Related Notes
How Cogito's Related Notes card works, including the link-based sources and the on-device semantic search powered by qmd.
What it is
The note inspector shows notes related to whatever you're writing, including:
- Links here — notes that link to this one
- Linked from this note — notes this one links to
- Shared links — notes that link to many of the same places
- Similar text — notes that cover similar ideas, found by on-device semantic search
The first three come from Cogito's own link graph. The last one is powered by qmd, a small command-line tool that builds local vector embeddings of your notes.
Why qmd
Semantic search needs an embedding model. Running one inside Cogito would mean bundling a large model and locking everyone into a single choice. Instead, Cogito delegates to qmd, which runs entirely on your machine and can be reused across other tools.

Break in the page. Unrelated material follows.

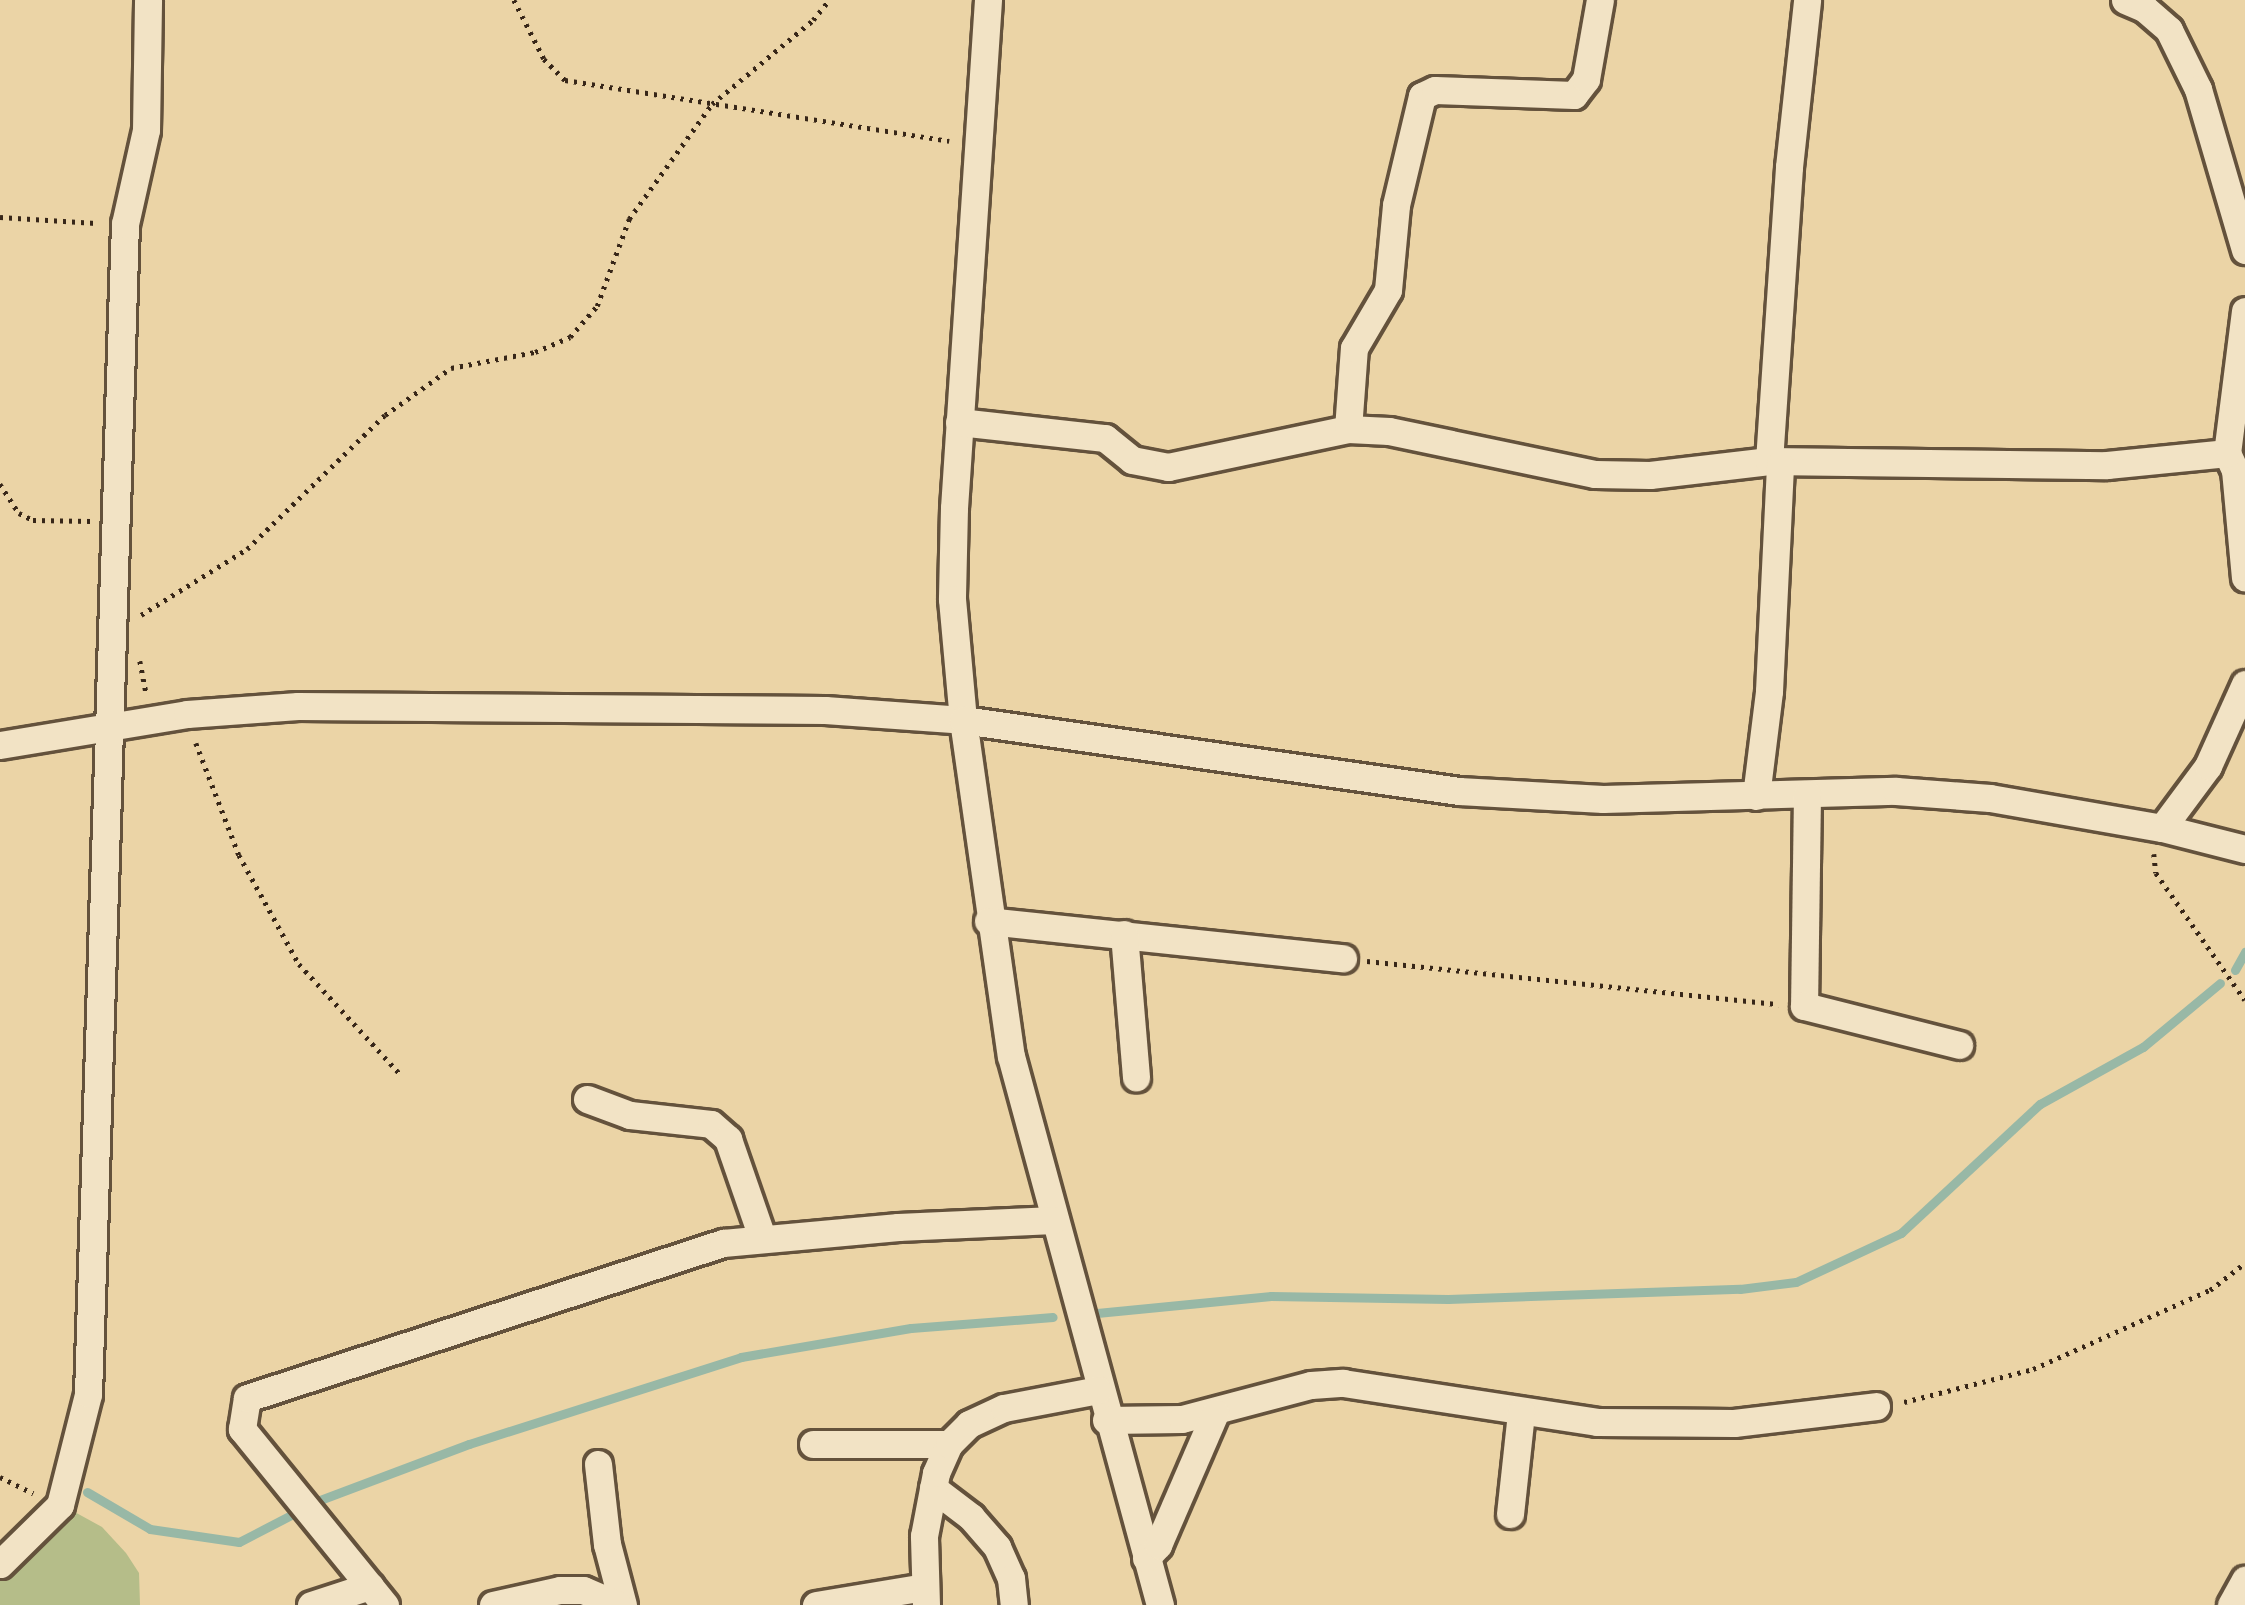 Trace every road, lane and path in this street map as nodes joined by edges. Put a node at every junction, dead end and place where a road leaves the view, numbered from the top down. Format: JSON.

Your notes never leave your Mac.
Setting it up
- Install qmd by following its Quick Start.
- Open the note inspector and find the Related Notes card.
- Click Index this Location.
Cogito indexes the Location's Markdown files and stores the embeddings in a qmd collection it owns (in the cogito sub-index). Indexing runs in the background and can take a few minutes the first time, depending on how many notes you have.
If you already use qmd and have a collection pointing at the same folder, Cogito will reuse it in read-only mode instead of creating its own.
Day-to-day
- Related notes refresh automatically as you write and as notes change on disk.
- Very short notes (under roughly 80 characters) don't trigger a semantic query — there isn't enough signal to match against.
- Each Location is indexed independently. You can enable it on some Locations and skip others.
- If indexing fails, the card surfaces the error and offers a retry.
Turning it off
Semantic search is opt-in per Location and can be disabled the same way. Link-based related notes keep working regardless of whether qmd is installed.